This is the main reason why I propose to go for a d800 to use as a travel lens - cropping instead of zoom lenses (and without the 'flattening' effect for distant objects) - just don't print too large.

Very nice :-)

Interesting backdrop. I can't help thinking of the airline ads: "I'm Nikki. Fly me."?

robert e,
I found it in the posterboard section of the local OfficeMax this evening. Most of the rest of what they had was day-glo, so I figured I'd give it a try.


and what is your ebay user id again?

Nice Nikkormat by the way

I would so love a good digital camera that looked exactly like this: no playback screen, only a viewfinder.
If additional playback is needed it should beam live view straight to your phone or other available device.
Or you just wait until you finished shooting (you're not supposed to be looking at your camera for Pete's sake).
Simpler, more beautiful.

Alright. Now you are starting a product photography career. :-)

Bear -- the flattening of distant objects is due to camera position, NOT to lens focal length; cropping and picking an appropriate focal length will give the same perspective from any given camera position.

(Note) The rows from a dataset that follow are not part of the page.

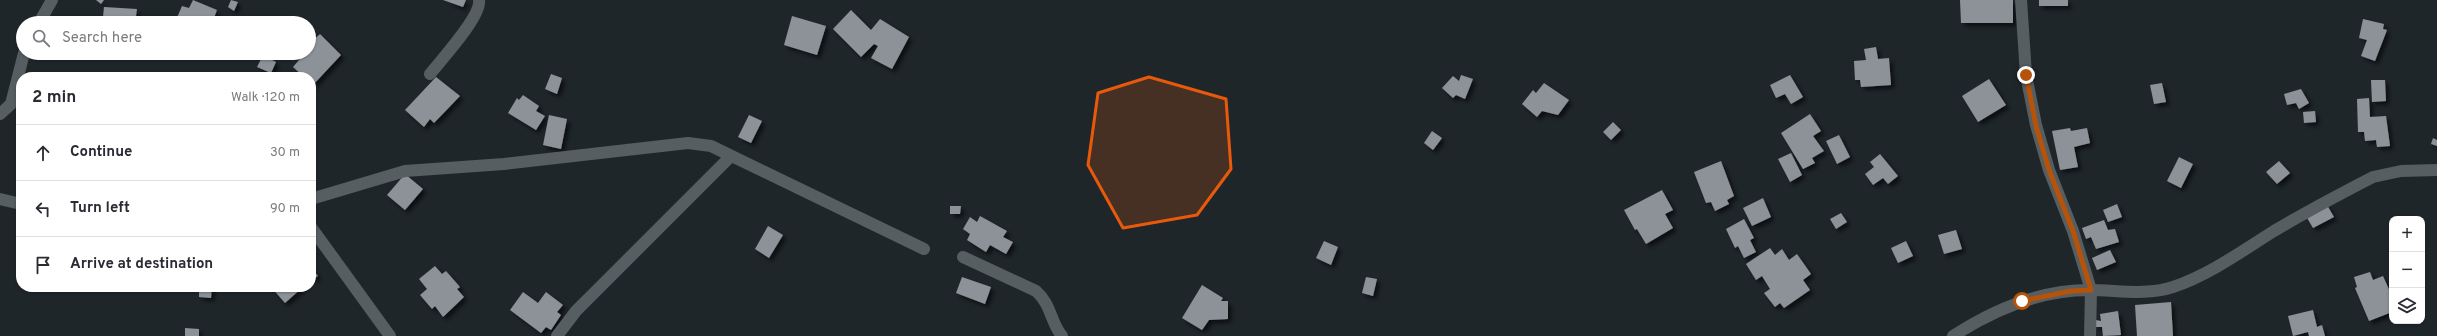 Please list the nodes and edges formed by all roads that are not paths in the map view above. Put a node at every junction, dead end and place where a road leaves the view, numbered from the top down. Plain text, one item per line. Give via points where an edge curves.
1 (52, 0) edge
2 (478, 0) edge
3 (2021, 0) edge
4 (43, 16) edge
5 (23, 60) edge
6 (21, 72) edge
7 (430, 74) dead end
8 (16, 104) edge
9 (0, 114) edge
10 (730, 157) junction
11 (2437, 170) edge
12 (316, 198) edge
13 (0, 199) edge
14 (16, 203) edge
15 (316, 234) edge
16 (924, 249) dead end
17 (963, 257) dead end
18 (2091, 290) junction
19 (390, 336) edge
20 (557, 336) edge
21 (1062, 336) edge
22 (1953, 336) edge
23 (2090, 336) edge

1 - 4 street
2 - 7 street via 480,5 474,17
3 - 18 street via 2026,75 2036,126
5 - 6 street
8 - 9 street
10 - 12 street via 711,146 688,143 504,164 405,171
10 - 16 street via 786,181
10 - 20 street via 576,311
11 - 18 street via 2401,171 2372,177 2205,273 2173,286 2148,292
13 - 14 street
15 - 19 street
17 - 21 street via 1036,291 1046,299 1055,327
18 - 22 street via 2071,291 2022,301
18 - 23 street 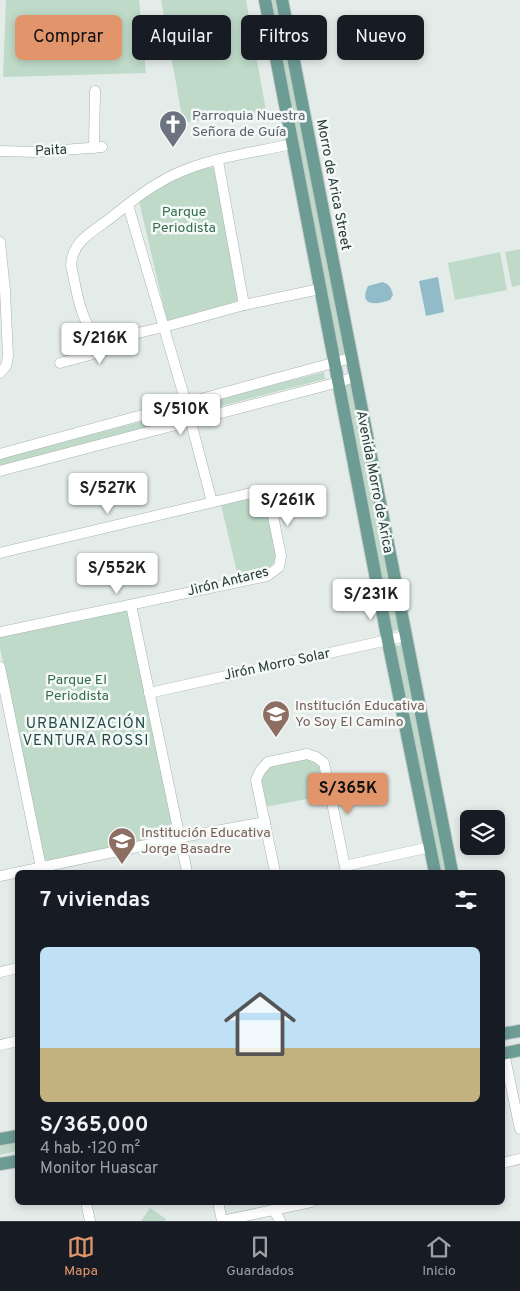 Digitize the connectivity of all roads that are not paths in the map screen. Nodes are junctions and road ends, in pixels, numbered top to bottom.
1 (265, 0) edge
2 (282, 0) edge
3 (95, 91) dead end
4 (292, 144) junction
5 (0, 151) edge
6 (218, 161) junction
7 (128, 205) junction
8 (0, 242) edge
9 (320, 289) junction
10 (244, 305) junction
11 (164, 327) junction
12 (103, 340) junction
13 (351, 358) junction
14 (60, 363) dead end
15 (335, 363) junction
16 (0, 373) edge
17 (354, 376) junction
18 (339, 382) junction
19 (186, 403) junction
20 (190, 421) junction
21 (0, 454) edge
22 (0, 471) edge
23 (217, 501) junction
24 (0, 553) edge
25 (131, 605) junction
26 (0, 632) edge
27 (406, 636) junction
28 (388, 641) junction
29 (0, 667) edge
30 (149, 693) junction
31 (265, 822) junction
32 (180, 838) junction
33 (430, 847) junction
34 (346, 869) edge
35 (42, 870) edge
36 (187, 870) edge
37 (275, 870) edge
38 (435, 870) edge
39 (452, 870) edge
40 (15, 874) edge
41 (0, 876) edge
42 (15, 969) edge
43 (0, 972) edge
44 (520, 1031) edge
45 (505, 1034) edge
46 (15, 1042) edge
47 (0, 1045) edge
48 (520, 1050) edge
49 (505, 1054) edge
50 (505, 1063) edge
51 (520, 1129) edge
52 (15, 1137) edge
53 (0, 1140) edge
54 (520, 1159) edge
55 (15, 1162) edge
56 (505, 1162) edge
57 (0, 1164) edge
58 (87, 1205) edge
59 (219, 1205) edge
60 (297, 1205) edge
61 (274, 1210) junction
62 (90, 1221) edge
63 (222, 1221) edge
64 (280, 1221) edge

1 - 4 main road
2 - 13 main road, Morro de Arica Street
3 - 5 street, Paita
4 - 6 street
4 - 9 main road
6 - 7 street
6 - 10 street
7 - 11 street
7 - 12 street
8 - 16 street
9 - 10 street
9 - 15 main road
10 - 11 street
11 - 12 street
11 - 19 street
12 - 14 street
13 - 15 street
13 - 17 main road, Morro de Arica Street
15 - 18 main road, Avenida Morro de Arica
15 - 19 street
17 - 18 street
17 - 27 main road, Avenida Morro de Arica
18 - 20 street
18 - 28 main road, Avenida Morro de Arica
19 - 20 street
19 - 21 street
20 - 22 street
20 - 23 street
23 - 24 street, Jirón Antares
23 - 25 street, Jirón Antares
25 - 26 street, Jirón Antares
25 - 30 street
27 - 28 street, Jirón Morro Solar
27 - 39 main road, Avenida Morro de Arica
28 - 30 street, Jirón Morro Solar
28 - 33 main road, Avenida Morro de Arica
29 - 35 street
30 - 32 street
31 - 32 street
31 - 34 street
31 - 37 street
32 - 35 street
32 - 36 street
33 - 34 street
33 - 38 main road, Avenida Morro de Arica
40 - 41 street
42 - 43 street
44 - 45 main road
46 - 47 street
48 - 49 main road
50 - 51 street
52 - 53 main road
54 - 56 street
55 - 57 main road
58 - 62 street
59 - 63 street
60 - 61 street
61 - 63 street
61 - 64 street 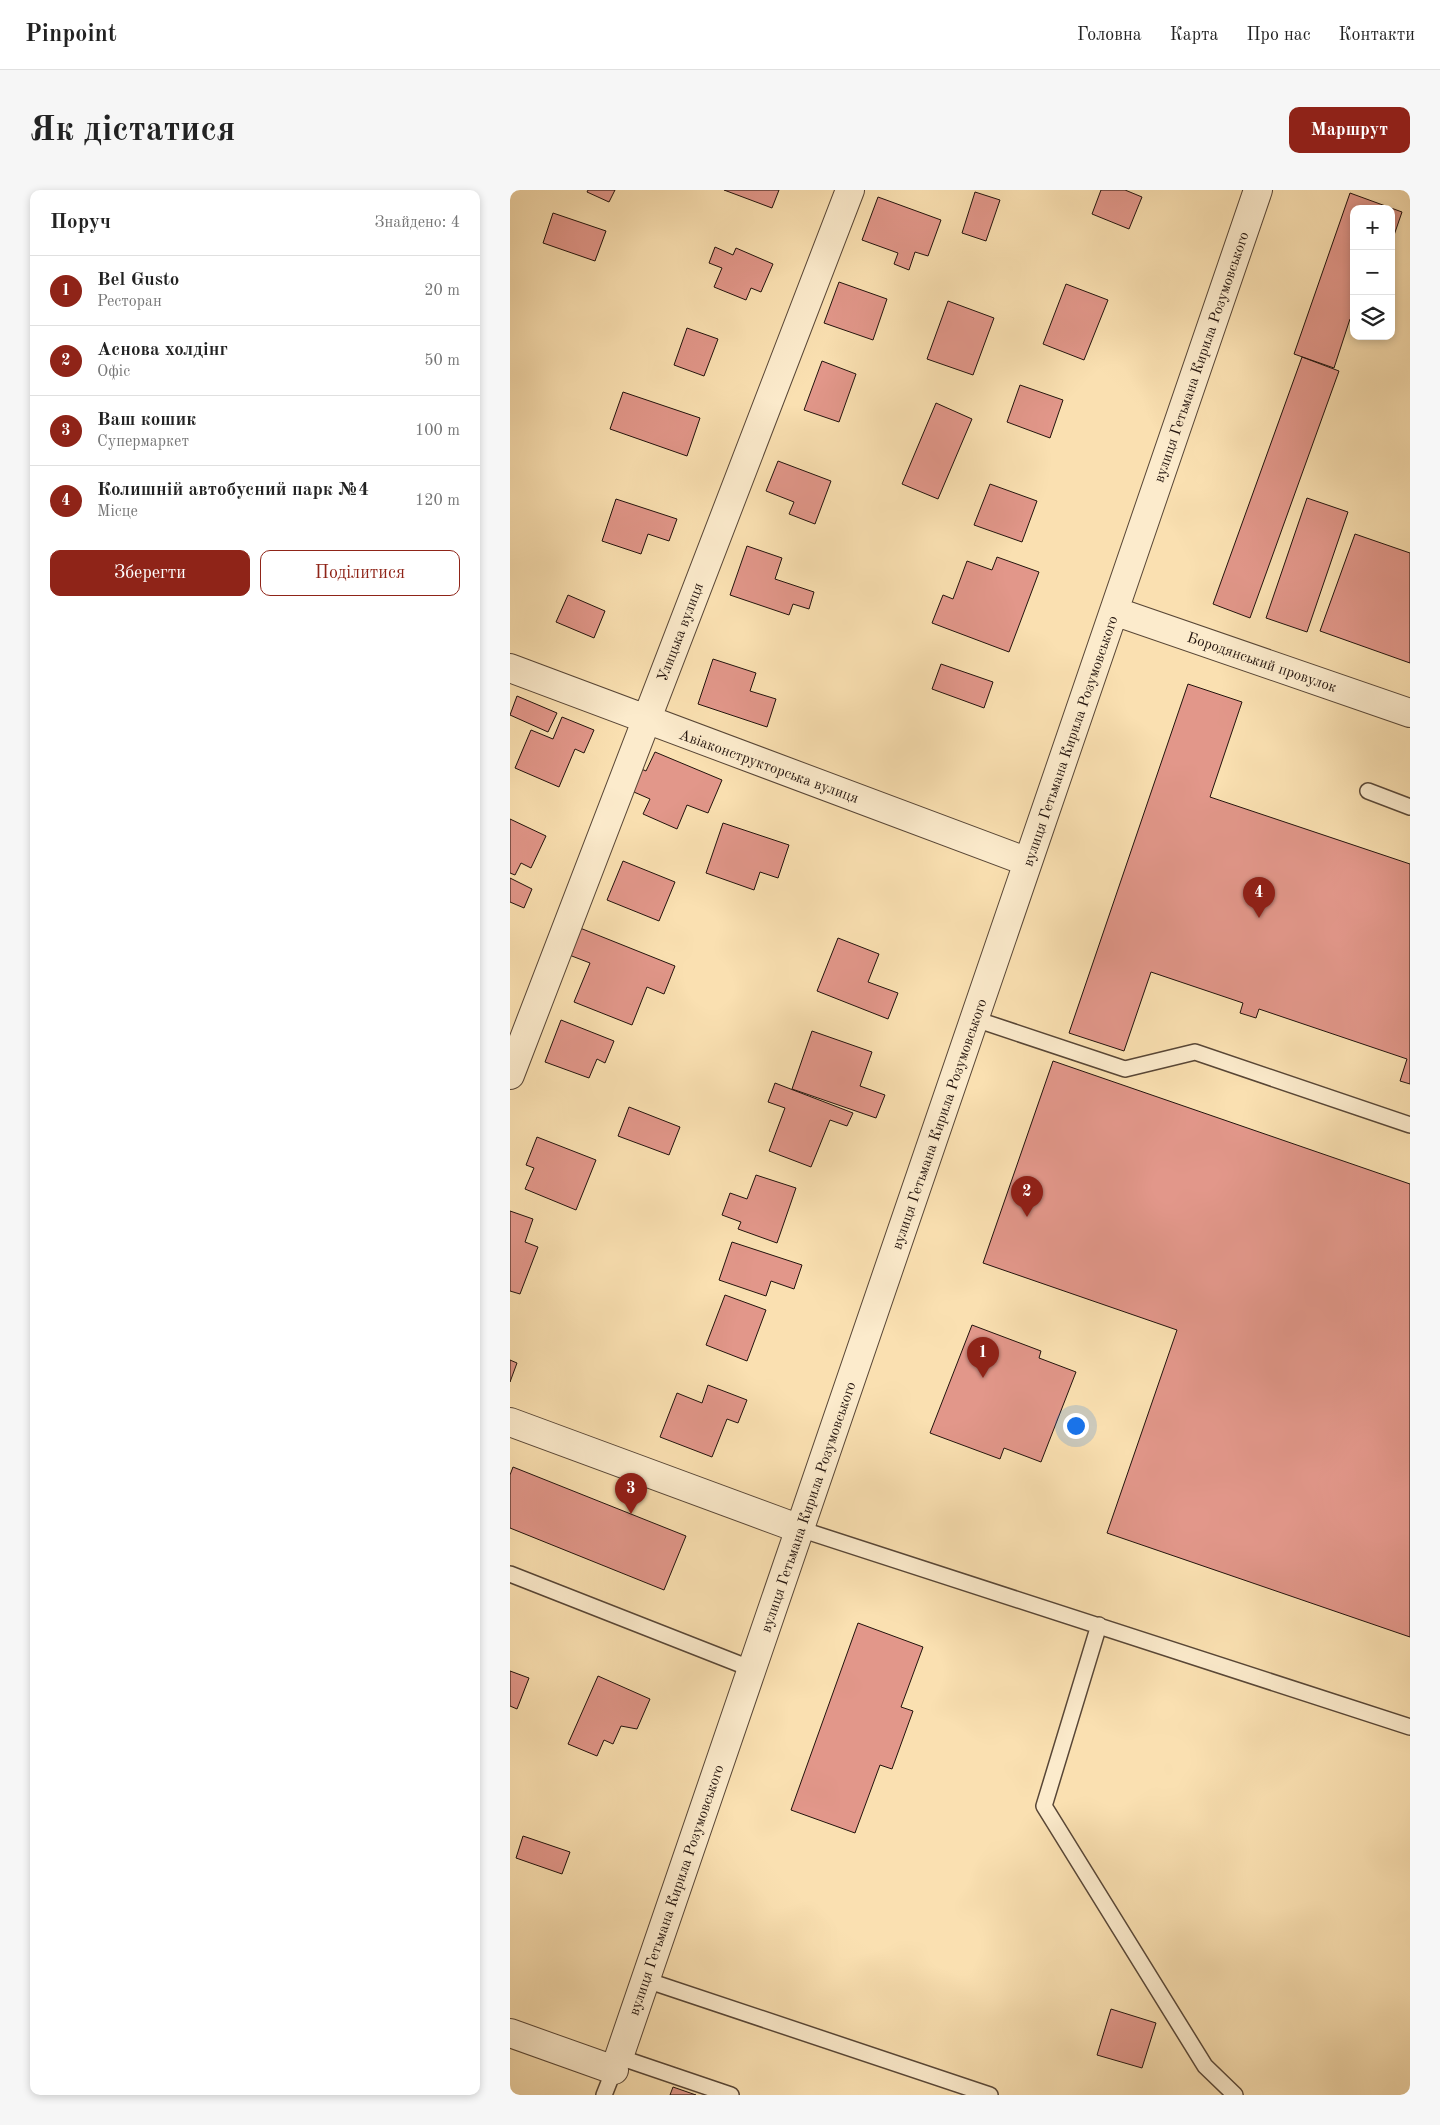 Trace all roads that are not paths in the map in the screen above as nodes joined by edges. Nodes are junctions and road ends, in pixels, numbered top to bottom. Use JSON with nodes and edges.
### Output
{"nodes":[{"id":1,"x":850,"y":190,"type":"edge"},
{"id":2,"x":1254,"y":191,"type":"edge"},
{"id":3,"x":1114,"y":611,"type":"junction"},
{"id":4,"x":510,"y":668,"type":"edge"},
{"id":5,"x":1410,"y":713,"type":"edge"},
{"id":6,"x":646,"y":720,"type":"junction"},
{"id":7,"x":1368,"y":791,"type":"dead end"},
{"id":8,"x":1410,"y":806,"type":"edge"},
{"id":9,"x":1028,"y":862,"type":"junction"},
{"id":10,"x":975,"y":1019,"type":"junction"},
{"id":11,"x":510,"y":1075,"type":"edge"},
{"id":12,"x":1410,"y":1125,"type":"edge"},
{"id":13,"x":510,"y":1422,"type":"edge"},
{"id":14,"x":800,"y":1529,"type":"junction"},
{"id":15,"x":510,"y":1574,"type":"edge"},
{"id":16,"x":1099,"y":1626,"type":"junction"},
{"id":17,"x":752,"y":1669,"type":"junction"},
{"id":18,"x":1410,"y":1727,"type":"edge"},
{"id":19,"x":646,"y":1980,"type":"junction"},
{"id":20,"x":510,"y":2033,"type":"edge"},
{"id":21,"x":612,"y":2074,"type":"edge"},
{"id":22,"x":731,"y":2095,"type":"edge"},
{"id":23,"x":990,"y":2095,"type":"edge"},
{"id":24,"x":1235,"y":2095,"type":"edge"}],
"edges":[{"from":1,"to":6,"type":"street","name":"Улицька вулиця"},
{"from":2,"to":3,"type":"street","name":"вулиця Гетьмана Кирила Розумовського"},
{"from":3,"to":5,"type":"street","name":"Бородянський провулок"},
{"from":3,"to":9,"type":"street","name":"вулиця Гетьмана Кирила Розумовського"},
{"from":4,"to":6,"type":"street","name":"Авіаконструкторська вулиця"},
{"from":6,"to":9,"type":"street","name":"Авіаконструкторська вулиця"},
{"from":6,"to":11,"type":"street","name":"Улицька вулиця"},
{"from":7,"to":8,"type":"lane"},
{"from":9,"to":10,"type":"street","name":"вулиця Гетьмана Кирила Розумовського"},
{"from":10,"to":12,"type":"lane"},
{"from":10,"to":14,"type":"street","name":"вулиця Гетьмана Кирила Розумовського"},
{"from":13,"to":14,"type":"street"},
{"from":14,"to":16,"type":"lane"},
{"from":14,"to":17,"type":"street","name":"вулиця Гетьмана Кирила Розумовського"},
{"from":15,"to":17,"type":"lane"},
{"from":16,"to":18,"type":"lane"},
{"from":16,"to":24,"type":"lane"},
{"from":17,"to":19,"type":"street","name":"вулиця Гетьмана Кирила Розумовського"},
{"from":19,"to":21,"type":"street","name":"вулиця Гетьмана Кирила Розумовського"},
{"from":19,"to":23,"type":"lane"},
{"from":20,"to":21,"type":"street"},
{"from":21,"to":22,"type":"lane"}]}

Mike -- your ebay product shots look to be better than mine, and mine seem to be "good enough". Cropping is a form of enlargement, and the more you enlarge the sharper your original needs to be -- but shooting product shots with strobe should NOT pose any difficulties with getting to the upper-middle reaches of sharpness, so no problem.

"the flattening of distant objects is due to camera position, NOT to lens focal length; cropping and picking an appropriate focal length will give the same perspective from any given camera position."

'S true. The best illustration I ever saw of this--can't remember where--was an 8x10 neg shot with a 300mm normal lens, and a 35mm shot with a 300mm telephoto from the same camera position. The 35mm frame was placed up next to the appropriate crop of the much larger 8x10 neg. A great visual....


For a real size shocker photograph your D800 with a 28mm next to your Nikkormat with a 1970s 28mm. You can't really carry all that around all of the time, can you? Thus, the real cost of digital is not just your main camera but the other, smaller camera (e.g. Fuji XPro1) for when you are still shooting serious photos but just can;'t deal with the size and weight of the DSLRs...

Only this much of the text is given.